Cklik!! Blitz yang dihasilkan kamera digital yang asli ketinggalan zaman kembali menyilaukan ruangan yang sempit itu.

“Nak Zha, kenapa kamu tidak membeli Camtic saja, setidaknya tidak usah memakai blitz-lah. Mata saya agak sakit setiap kali lampu blitz itu muncul..” ujar Nyonya Ven, tetangga sebelah Zha sambil berusaha menutupi matanya.

Zha berhenti menjepret, ia menatap kamera digital miliknya yang dibeli di tukang loak dengan harga yang murah.

“Gimana ya tan, langka sih kamera seperti ini, kalau saya mau, mungkin saya beli Camtic keluaran Aprodix serie A05C63, yang bisa dikecilin sampe segede cincin dan bisa jadi alat komunikator dalam jarak ± 2,5 km itu lho…tapi…ngapain, lagian siapa tahu ada yang mau beli kameraku ini dengan harga mahal… kan kamera kayak gini udah langka...” ujar Zha ringan, senyuman kecil terkembang dibibirnya yang mungil, membentuk dekokan imut di pipi lembutnya. Yang bener aja, harga kamera ini sekitar 1 Zaph 10 Sozaq 10 Pez, sedangkan Aprodix serie A05C63, 109 Zaph 5 Sozaq, Bayangkan saudara-saudara! Selisihnya saja sudah 100 kali lipat lebih! Bisa-bisa bakalan kerja rodi 2 tahun tanpa libur ataupun cuti, ujarnya dalam hati, kalau keras-keras nanti kedengaran, kan malu!.

“Oya tan, balik lagi, apa kata polisi setelah memeriksa apartement tante ini?”

“Tante juga bingung, tante sempat bertanya pada beberapa Policy-Bo, mereka bilang ini fenomena yang sama yang terjadi pada empat kasus-tak-terjawab. Namun kepala pemimpinnya bilang kalau ini ulah Crackers yang mau mengacau” ujar Nyonya Ven menceritakan sesuai dengan apa yang didengarnya kemarin sore.

“Lalu menurut tante sendiri, lebih cenderung kemana?”

“Saya nggak tahu harus bicara gimana, karena semua itu terjadi tiba-tiba. Ceritanya ketika saya sedang menyiapkan makan malam keluarga di dapur, tiba-tiba saya mendengar ledakan, saya kira tetangga sebelah, ketika saya hendak membangunkan anak-anak saya, barulah saya terkejut, apartement saya sudah tinggal separuh, anak-anak saya selamat tapi ya itu…saya jadi trauma…” urai Nyonya Ven gemetar, seperti menceritakan kejadian paling menakutkan di dunia.
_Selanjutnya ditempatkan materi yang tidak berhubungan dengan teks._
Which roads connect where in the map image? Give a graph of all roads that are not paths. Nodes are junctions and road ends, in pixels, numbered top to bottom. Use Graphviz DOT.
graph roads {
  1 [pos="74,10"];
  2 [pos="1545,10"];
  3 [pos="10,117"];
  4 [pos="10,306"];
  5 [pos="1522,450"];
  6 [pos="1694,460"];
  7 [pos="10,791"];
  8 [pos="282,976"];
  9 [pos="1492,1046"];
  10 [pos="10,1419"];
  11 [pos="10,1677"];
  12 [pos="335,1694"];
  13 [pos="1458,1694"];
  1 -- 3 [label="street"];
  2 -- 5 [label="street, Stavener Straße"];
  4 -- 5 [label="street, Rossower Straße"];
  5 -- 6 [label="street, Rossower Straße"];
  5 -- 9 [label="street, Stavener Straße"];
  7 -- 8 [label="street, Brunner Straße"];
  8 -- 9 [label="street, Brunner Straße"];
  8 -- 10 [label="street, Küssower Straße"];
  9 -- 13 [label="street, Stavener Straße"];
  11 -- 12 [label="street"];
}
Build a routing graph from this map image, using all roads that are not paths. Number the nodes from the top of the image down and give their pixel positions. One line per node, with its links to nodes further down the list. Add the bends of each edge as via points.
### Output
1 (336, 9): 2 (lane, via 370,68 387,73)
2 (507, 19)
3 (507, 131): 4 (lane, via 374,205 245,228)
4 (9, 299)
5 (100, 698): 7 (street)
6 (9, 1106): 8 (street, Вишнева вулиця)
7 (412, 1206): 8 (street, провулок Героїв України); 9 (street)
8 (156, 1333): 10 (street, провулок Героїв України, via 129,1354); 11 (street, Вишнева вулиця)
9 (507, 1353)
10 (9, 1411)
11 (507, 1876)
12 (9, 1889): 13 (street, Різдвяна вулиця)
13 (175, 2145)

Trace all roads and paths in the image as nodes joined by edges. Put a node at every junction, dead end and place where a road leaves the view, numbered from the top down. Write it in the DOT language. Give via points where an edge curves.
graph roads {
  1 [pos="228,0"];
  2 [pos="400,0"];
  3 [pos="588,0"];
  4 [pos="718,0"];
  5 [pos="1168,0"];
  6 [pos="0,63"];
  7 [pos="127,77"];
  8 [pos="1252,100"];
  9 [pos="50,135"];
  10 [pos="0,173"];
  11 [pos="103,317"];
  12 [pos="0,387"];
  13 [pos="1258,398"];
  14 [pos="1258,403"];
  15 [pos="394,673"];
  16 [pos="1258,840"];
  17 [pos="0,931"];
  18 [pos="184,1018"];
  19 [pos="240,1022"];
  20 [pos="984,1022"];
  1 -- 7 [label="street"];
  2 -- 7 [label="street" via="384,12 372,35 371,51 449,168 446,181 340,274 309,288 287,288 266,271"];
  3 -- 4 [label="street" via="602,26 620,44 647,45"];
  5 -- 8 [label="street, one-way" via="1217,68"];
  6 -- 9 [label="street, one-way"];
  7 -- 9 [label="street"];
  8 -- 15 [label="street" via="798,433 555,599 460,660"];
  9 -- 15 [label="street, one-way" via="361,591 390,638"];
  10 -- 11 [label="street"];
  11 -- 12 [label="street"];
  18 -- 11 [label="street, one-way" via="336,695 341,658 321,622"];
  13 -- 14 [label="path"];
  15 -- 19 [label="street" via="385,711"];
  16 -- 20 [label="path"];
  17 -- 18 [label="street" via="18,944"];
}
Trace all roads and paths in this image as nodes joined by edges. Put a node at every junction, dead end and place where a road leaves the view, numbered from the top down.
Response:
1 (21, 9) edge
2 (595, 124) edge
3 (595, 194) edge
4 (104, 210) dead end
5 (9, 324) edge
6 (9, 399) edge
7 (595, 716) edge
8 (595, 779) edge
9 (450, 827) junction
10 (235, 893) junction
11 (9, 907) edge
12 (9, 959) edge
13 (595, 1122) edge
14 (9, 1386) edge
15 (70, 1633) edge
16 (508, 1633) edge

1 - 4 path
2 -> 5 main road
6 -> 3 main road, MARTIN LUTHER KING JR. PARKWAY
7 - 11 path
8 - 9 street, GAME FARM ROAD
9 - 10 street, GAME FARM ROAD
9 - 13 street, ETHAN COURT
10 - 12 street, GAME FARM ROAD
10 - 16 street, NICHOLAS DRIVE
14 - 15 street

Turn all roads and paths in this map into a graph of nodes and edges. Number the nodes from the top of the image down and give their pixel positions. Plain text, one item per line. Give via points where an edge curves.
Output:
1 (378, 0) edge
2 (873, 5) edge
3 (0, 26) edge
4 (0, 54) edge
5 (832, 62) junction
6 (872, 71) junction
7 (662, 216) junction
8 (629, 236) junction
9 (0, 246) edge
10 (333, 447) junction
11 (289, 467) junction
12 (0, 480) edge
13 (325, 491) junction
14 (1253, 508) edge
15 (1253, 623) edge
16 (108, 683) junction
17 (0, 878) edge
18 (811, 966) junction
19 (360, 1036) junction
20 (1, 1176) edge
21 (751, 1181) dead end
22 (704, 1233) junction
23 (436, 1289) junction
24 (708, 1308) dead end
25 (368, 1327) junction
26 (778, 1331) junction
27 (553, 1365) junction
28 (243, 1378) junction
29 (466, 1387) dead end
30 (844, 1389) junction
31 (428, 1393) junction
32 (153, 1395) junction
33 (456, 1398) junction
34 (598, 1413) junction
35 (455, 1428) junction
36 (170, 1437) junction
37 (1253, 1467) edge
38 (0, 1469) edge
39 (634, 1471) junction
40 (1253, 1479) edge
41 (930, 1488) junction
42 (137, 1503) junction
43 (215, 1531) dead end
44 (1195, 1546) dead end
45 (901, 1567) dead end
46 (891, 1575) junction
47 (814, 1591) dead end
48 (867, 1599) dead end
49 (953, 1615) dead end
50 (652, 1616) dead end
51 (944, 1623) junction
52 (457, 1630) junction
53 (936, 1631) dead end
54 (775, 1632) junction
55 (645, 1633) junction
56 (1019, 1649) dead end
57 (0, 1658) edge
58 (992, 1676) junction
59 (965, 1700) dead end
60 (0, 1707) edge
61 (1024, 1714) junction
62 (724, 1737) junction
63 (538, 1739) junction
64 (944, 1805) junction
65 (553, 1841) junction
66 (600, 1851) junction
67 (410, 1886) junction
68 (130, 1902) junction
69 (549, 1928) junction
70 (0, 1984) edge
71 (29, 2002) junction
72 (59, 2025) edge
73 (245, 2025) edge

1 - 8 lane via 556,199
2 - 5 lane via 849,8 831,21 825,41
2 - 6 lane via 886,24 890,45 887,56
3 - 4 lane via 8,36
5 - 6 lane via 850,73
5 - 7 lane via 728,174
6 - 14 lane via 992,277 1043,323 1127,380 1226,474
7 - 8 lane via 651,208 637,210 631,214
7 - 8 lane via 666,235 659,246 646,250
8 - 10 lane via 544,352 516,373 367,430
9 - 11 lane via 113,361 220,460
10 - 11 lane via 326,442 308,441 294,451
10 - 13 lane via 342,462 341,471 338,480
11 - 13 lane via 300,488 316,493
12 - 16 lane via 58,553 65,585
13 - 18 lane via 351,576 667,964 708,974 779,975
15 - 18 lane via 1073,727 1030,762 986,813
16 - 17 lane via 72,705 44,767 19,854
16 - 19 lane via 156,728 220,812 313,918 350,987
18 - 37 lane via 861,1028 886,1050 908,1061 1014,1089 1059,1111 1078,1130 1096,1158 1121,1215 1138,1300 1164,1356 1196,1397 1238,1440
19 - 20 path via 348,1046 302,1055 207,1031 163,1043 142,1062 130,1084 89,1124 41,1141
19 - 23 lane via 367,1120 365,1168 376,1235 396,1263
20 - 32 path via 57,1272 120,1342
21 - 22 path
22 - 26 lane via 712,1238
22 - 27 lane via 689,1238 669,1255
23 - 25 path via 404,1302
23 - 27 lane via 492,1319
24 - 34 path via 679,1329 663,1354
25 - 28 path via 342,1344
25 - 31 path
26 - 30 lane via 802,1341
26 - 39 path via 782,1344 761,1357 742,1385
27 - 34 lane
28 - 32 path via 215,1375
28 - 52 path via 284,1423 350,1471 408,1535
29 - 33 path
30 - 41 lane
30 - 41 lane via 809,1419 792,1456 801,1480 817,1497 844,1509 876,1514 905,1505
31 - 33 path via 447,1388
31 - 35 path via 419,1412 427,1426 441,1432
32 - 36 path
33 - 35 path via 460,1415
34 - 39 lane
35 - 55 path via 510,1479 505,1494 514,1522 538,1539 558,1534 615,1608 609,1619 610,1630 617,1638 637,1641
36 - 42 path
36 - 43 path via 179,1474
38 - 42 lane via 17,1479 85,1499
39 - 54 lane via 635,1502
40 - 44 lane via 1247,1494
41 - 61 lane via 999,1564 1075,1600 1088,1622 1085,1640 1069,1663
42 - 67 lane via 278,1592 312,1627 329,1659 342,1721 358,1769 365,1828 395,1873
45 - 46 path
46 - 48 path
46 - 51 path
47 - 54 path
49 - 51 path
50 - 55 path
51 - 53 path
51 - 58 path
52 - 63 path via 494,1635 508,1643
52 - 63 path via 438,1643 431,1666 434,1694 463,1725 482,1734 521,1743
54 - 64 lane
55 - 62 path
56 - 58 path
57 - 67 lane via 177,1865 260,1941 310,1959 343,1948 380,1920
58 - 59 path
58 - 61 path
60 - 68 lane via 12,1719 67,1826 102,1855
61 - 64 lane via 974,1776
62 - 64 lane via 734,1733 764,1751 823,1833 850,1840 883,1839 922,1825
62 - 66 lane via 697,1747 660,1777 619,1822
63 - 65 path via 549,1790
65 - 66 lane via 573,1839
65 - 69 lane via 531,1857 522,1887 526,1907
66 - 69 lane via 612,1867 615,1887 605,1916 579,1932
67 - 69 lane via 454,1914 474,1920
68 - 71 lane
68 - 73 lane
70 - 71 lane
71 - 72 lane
“Suami saya yang baru pulang bergegas membawa kami ke rumah ibunya di lantai bawah, dan menelpon polisi serta memanggil para pemadam kebakaran,”

“Apa tante melihat orang yang sedang berlari…atau orang-orang mencurigakan?”

“Tidak….makannya saya takut sekali…apalagi kalau benar seperti yang dikatakan para Policy-Bo…” ujar wanita setengah baya itu gemetar.

“Ya udahlah tante…sekarang tante istirahat dulu, maaf lho ganggu…tapi saya mau memotret ruangan ini kembali…”

“Silahkan nak…silahkan…saya percaya kamu pencari berita yang baik, walaupun saya belum pernah baca artikelmu di NewInNews, tapi tolong ungkap kasus ini, saya nggak mau ada Ven-Ven yang lainnya…”

Zha mengangguk takzim lalu mulai memotret sekeliling ruangan itu kembali. Sinar lampu Blitz yang menyakitkan mata kembali mengisi ruangan kosong itu. Jadi ini sejenis dengan 4 kasus-tak-terjawab…ini bisa jadi titik awal bagiku. Tak kusangka aku tinggal di Apartement yang akan didatangi oleh pelaku 4 kasus-tak-terjawab itu. Harapan baru memenuhi dada Zha.

Lampu blitz masih terus bergantian bersinar, seperti mesin fotocopy jadul yang sedang bekerja.